** Exercise prompt **
The entries shown next need to be written again word for word.

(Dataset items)
....

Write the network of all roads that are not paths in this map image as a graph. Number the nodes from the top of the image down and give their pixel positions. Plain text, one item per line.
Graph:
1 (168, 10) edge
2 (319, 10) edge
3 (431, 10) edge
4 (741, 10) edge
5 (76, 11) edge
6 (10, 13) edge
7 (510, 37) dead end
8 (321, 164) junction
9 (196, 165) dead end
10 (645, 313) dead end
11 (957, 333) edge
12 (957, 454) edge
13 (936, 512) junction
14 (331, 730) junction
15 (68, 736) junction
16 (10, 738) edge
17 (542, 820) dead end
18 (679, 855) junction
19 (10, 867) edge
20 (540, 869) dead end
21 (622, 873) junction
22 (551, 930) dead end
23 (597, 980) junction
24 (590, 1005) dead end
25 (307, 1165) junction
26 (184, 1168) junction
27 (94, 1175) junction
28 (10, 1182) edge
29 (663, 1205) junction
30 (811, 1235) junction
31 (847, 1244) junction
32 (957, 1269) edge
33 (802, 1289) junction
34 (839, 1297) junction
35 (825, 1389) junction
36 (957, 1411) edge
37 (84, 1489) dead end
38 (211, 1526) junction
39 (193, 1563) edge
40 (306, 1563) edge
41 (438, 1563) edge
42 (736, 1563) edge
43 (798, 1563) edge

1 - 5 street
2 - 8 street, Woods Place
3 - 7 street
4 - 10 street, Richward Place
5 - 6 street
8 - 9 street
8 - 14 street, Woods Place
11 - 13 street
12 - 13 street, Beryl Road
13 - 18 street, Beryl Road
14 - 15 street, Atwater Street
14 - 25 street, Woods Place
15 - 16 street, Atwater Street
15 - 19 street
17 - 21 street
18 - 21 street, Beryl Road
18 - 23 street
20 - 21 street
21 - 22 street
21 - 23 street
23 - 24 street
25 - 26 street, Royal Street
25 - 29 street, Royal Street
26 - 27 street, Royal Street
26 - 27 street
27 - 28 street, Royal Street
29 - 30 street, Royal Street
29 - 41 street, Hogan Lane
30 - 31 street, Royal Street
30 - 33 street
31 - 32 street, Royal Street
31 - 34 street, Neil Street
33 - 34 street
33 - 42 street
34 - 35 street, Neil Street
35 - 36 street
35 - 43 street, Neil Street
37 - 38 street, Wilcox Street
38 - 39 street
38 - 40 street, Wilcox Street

....

** Reply **
Write the network of all roads that are not paths in this map image as a graph. Number the nodes from the top of the image down and give their pixel positions. Plain text, one item per line.
Graph:
1 (168, 10) edge
2 (319, 10) edge
3 (431, 10) edge
4 (741, 10) edge
5 (76, 11) edge
6 (10, 13) edge
7 (510, 37) dead end
8 (321, 164) junction
9 (196, 165) dead end
10 (645, 313) dead end
11 (957, 333) edge
12 (957, 454) edge
13 (936, 512) junction
14 (331, 730) junction
15 (68, 736) junction
16 (10, 738) edge
17 (542, 820) dead end
18 (679, 855) junction
19 (10, 867) edge
20 (540, 869) dead end
21 (622, 873) junction
22 (551, 930) dead end
23 (597, 980) junction
24 (590, 1005) dead end
25 (307, 1165) junction
26 (184, 1168) junction
27 (94, 1175) junction
28 (10, 1182) edge
29 (663, 1205) junction
30 (811, 1235) junction
31 (847, 1244) junction
32 (957, 1269) edge
33 (802, 1289) junction
34 (839, 1297) junction
35 (825, 1389) junction
36 (957, 1411) edge
37 (84, 1489) dead end
38 (211, 1526) junction
39 (193, 1563) edge
40 (306, 1563) edge
41 (438, 1563) edge
42 (736, 1563) edge
43 (798, 1563) edge

1 - 5 street
2 - 8 street, Woods Place
3 - 7 street
4 - 10 street, Richward Place
5 - 6 street
8 - 9 street
8 - 14 street, Woods Place
11 - 13 street
12 - 13 street, Beryl Road
13 - 18 street, Beryl Road
14 - 15 street, Atwater Street
14 - 25 street, Woods Place
15 - 16 street, Atwater Street
15 - 19 street
17 - 21 street
18 - 21 street, Beryl Road
18 - 23 street
20 - 21 street
21 - 22 street
21 - 23 street
23 - 24 street
25 - 26 street, Royal Street
25 - 29 street, Royal Street
26 - 27 street, Royal Street
26 - 27 street
27 - 28 street, Royal Street
29 - 30 street, Royal Street
29 - 41 street, Hogan Lane
30 - 31 street, Royal Street
30 - 33 street
31 - 32 street, Royal Street
31 - 34 street, Neil Street
33 - 34 street
33 - 42 street
34 - 35 street, Neil Street
35 - 36 street
35 - 43 street, Neil Street
37 - 38 street, Wilcox Street
38 - 39 street
38 - 40 street, Wilcox Street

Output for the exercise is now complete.